● Exercise directions
Please give back the listing below in full. Change nothing.

● Given data
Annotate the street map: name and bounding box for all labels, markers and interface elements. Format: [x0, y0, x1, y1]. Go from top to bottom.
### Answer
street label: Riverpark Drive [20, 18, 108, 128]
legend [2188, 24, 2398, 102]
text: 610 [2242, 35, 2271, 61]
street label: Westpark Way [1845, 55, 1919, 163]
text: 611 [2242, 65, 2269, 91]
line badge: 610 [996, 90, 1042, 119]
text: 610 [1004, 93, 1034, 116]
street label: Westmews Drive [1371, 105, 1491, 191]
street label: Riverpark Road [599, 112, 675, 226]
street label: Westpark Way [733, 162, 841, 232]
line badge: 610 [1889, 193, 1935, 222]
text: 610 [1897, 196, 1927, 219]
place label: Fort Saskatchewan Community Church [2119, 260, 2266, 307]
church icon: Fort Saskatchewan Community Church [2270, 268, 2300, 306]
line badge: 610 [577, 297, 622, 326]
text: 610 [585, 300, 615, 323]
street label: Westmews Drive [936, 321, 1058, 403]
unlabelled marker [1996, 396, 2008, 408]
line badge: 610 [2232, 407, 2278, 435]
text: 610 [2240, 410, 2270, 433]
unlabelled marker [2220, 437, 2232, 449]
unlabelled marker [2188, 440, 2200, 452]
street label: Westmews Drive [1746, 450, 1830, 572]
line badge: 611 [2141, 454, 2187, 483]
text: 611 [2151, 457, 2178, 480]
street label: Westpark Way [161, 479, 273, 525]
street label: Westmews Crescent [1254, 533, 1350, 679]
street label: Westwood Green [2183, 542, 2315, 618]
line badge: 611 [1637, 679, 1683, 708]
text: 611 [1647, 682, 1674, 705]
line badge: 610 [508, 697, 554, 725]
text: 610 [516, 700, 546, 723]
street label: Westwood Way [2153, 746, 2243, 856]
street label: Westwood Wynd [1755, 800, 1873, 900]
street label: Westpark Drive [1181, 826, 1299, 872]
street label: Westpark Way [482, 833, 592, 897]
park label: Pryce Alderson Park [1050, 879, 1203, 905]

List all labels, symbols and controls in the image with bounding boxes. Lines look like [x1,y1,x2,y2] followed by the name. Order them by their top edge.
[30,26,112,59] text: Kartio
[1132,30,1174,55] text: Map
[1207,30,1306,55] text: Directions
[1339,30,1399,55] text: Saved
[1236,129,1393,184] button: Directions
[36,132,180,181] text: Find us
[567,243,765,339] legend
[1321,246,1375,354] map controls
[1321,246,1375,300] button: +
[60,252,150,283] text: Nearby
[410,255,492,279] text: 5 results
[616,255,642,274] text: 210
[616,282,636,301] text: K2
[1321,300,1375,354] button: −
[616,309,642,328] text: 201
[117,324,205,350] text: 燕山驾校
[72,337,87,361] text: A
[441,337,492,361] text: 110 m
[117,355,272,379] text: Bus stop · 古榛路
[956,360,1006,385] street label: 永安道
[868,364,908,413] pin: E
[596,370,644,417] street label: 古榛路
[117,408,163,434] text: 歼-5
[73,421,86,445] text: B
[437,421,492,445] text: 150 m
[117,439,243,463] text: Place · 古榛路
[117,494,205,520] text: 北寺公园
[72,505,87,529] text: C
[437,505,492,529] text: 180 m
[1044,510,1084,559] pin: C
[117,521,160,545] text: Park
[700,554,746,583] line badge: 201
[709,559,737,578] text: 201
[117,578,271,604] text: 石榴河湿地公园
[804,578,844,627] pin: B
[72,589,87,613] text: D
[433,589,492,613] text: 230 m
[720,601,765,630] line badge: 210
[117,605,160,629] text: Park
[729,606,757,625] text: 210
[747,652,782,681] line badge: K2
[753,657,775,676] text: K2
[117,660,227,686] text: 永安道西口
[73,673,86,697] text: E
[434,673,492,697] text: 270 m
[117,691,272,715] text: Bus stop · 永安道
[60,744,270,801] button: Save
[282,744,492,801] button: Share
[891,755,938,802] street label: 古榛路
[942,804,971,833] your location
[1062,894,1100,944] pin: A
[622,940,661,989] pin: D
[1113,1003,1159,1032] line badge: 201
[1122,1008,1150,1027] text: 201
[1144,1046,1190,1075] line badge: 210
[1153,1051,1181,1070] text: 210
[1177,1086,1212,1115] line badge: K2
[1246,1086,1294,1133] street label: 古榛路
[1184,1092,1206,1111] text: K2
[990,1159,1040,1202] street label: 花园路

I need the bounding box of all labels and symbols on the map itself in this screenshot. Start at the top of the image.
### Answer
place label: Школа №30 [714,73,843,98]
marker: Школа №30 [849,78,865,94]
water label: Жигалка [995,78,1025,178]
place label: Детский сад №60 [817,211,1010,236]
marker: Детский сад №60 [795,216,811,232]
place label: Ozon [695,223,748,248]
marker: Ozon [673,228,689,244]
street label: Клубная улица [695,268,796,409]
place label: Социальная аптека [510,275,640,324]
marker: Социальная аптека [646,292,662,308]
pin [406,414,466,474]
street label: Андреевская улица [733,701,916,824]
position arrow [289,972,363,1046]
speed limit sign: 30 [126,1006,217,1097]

● Result
Annotate the street map: name and bounding box for all labels, markers and interface elements. Format: [x0, y0, x1, y1]. Go from top to bottom.
### Answer
street label: Riverpark Drive [20, 18, 108, 128]
legend [2188, 24, 2398, 102]
text: 610 [2242, 35, 2271, 61]
street label: Westpark Way [1845, 55, 1919, 163]
text: 611 [2242, 65, 2269, 91]
line badge: 610 [996, 90, 1042, 119]
text: 610 [1004, 93, 1034, 116]
street label: Westmews Drive [1371, 105, 1491, 191]
street label: Riverpark Road [599, 112, 675, 226]
street label: Westpark Way [733, 162, 841, 232]
line badge: 610 [1889, 193, 1935, 222]
text: 610 [1897, 196, 1927, 219]
place label: Fort Saskatchewan Community Church [2119, 260, 2266, 307]
church icon: Fort Saskatchewan Community Church [2270, 268, 2300, 306]
line badge: 610 [577, 297, 622, 326]
text: 610 [585, 300, 615, 323]
street label: Westmews Drive [936, 321, 1058, 403]
unlabelled marker [1996, 396, 2008, 408]
line badge: 610 [2232, 407, 2278, 435]
text: 610 [2240, 410, 2270, 433]
unlabelled marker [2220, 437, 2232, 449]
unlabelled marker [2188, 440, 2200, 452]
street label: Westmews Drive [1746, 450, 1830, 572]
line badge: 611 [2141, 454, 2187, 483]
text: 611 [2151, 457, 2178, 480]
street label: Westpark Way [161, 479, 273, 525]
street label: Westmews Crescent [1254, 533, 1350, 679]
street label: Westwood Green [2183, 542, 2315, 618]
line badge: 611 [1637, 679, 1683, 708]
text: 611 [1647, 682, 1674, 705]
line badge: 610 [508, 697, 554, 725]
text: 610 [516, 700, 546, 723]
street label: Westwood Way [2153, 746, 2243, 856]
street label: Westwood Wynd [1755, 800, 1873, 900]
street label: Westpark Drive [1181, 826, 1299, 872]
street label: Westpark Way [482, 833, 592, 897]
park label: Pryce Alderson Park [1050, 879, 1203, 905]

List all labels, symbols and controls in the image with bounding boxes. Lines look like [x1,y1,x2,y2] followed by the name. Order them by their top edge.
[30,26,112,59] text: Kartio
[1132,30,1174,55] text: Map
[1207,30,1306,55] text: Directions
[1339,30,1399,55] text: Saved
[1236,129,1393,184] button: Directions
[36,132,180,181] text: Find us
[567,243,765,339] legend
[1321,246,1375,354] map controls
[1321,246,1375,300] button: +
[60,252,150,283] text: Nearby
[410,255,492,279] text: 5 results
[616,255,642,274] text: 210
[616,282,636,301] text: K2
[1321,300,1375,354] button: −
[616,309,642,328] text: 201
[117,324,205,350] text: 燕山驾校
[72,337,87,361] text: A
[441,337,492,361] text: 110 m
[117,355,272,379] text: Bus stop · 古榛路
[956,360,1006,385] street label: 永安道
[868,364,908,413] pin: E
[596,370,644,417] street label: 古榛路
[117,408,163,434] text: 歼-5
[73,421,86,445] text: B
[437,421,492,445] text: 150 m
[117,439,243,463] text: Place · 古榛路
[117,494,205,520] text: 北寺公园
[72,505,87,529] text: C
[437,505,492,529] text: 180 m
[1044,510,1084,559] pin: C
[117,521,160,545] text: Park
[700,554,746,583] line badge: 201
[709,559,737,578] text: 201
[117,578,271,604] text: 石榴河湿地公园
[804,578,844,627] pin: B
[72,589,87,613] text: D
[433,589,492,613] text: 230 m
[720,601,765,630] line badge: 210
[117,605,160,629] text: Park
[729,606,757,625] text: 210
[747,652,782,681] line badge: K2
[753,657,775,676] text: K2
[117,660,227,686] text: 永安道西口
[73,673,86,697] text: E
[434,673,492,697] text: 270 m
[117,691,272,715] text: Bus stop · 永安道
[60,744,270,801] button: Save
[282,744,492,801] button: Share
[891,755,938,802] street label: 古榛路
[942,804,971,833] your location
[1062,894,1100,944] pin: A
[622,940,661,989] pin: D
[1113,1003,1159,1032] line badge: 201
[1122,1008,1150,1027] text: 201
[1144,1046,1190,1075] line badge: 210
[1153,1051,1181,1070] text: 210
[1177,1086,1212,1115] line badge: K2
[1246,1086,1294,1133] street label: 古榛路
[1184,1092,1206,1111] text: K2
[990,1159,1040,1202] street label: 花园路

I need the bounding box of all labels and symbols on the map itself in this screenshot. Start at the top of the image.
### Answer
place label: Школа №30 [714,73,843,98]
marker: Школа №30 [849,78,865,94]
water label: Жигалка [995,78,1025,178]
place label: Детский сад №60 [817,211,1010,236]
marker: Детский сад №60 [795,216,811,232]
place label: Ozon [695,223,748,248]
marker: Ozon [673,228,689,244]
street label: Клубная улица [695,268,796,409]
place label: Социальная аптека [510,275,640,324]
marker: Социальная аптека [646,292,662,308]
pin [406,414,466,474]
street label: Андреевская улица [733,701,916,824]
position arrow [289,972,363,1046]
speed limit sign: 30 [126,1006,217,1097]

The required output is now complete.